The Supreme Court’s announcement Monday that it will not hear an appeal from the Trump administration on Deferred Action for Childhood Arrivals, or DACA, means the program protecting hundreds of thousands of young immigrants brought to the U.S. as children remains in place, for now. And the March 5 deadline we’ve been talking about for months is moot.
But despite the temporary reprieve, DACA recipients under threat of deportation – the so-called Dreamers, are still on alert, as political leaders and lower courts continue to make decisions about their future.
Rice University Postdoctoral Fellow Luz Garcini has been studying DACA recipients and others who are eligible for the program. She says these young people are dealing with a lot of uncertainty and stress.

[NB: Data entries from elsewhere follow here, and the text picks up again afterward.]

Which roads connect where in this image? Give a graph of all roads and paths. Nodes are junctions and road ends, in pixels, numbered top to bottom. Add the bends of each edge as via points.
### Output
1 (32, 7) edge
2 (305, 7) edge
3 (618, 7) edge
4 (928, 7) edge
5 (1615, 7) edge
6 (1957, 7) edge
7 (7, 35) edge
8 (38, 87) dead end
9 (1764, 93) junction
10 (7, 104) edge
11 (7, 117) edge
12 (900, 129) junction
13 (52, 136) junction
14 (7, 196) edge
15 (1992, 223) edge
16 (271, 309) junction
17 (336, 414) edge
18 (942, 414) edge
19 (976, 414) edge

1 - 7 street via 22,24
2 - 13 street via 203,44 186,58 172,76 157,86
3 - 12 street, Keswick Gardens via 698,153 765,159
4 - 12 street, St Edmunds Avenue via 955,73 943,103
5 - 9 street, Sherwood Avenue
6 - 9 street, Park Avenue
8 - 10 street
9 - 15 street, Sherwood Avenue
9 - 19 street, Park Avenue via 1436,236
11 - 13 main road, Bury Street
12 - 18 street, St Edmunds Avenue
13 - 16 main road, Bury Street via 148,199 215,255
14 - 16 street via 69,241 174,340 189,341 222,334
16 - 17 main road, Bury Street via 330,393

“We’re actually studying it from different perspectives,” Garcini says. “We’re conducting currently a national online survey for DACA recipients and anyone who knows someone with DACA so we can have a control group that we can compare in terms of how they’re doing in mental health and coping behavior,” Garcini says.
Garcini is also collaborating with Texas Medical Center to learn about the physical manifestations of stress in the study group.
“When they become older, they become risks for diseases is going to increase,” Garcini says.
One challenge DACA recipients may face when trying to get help for stress-related issues is the stigma associated with seeking mental health treatment in the Latino community. Another challenge is access to treatment.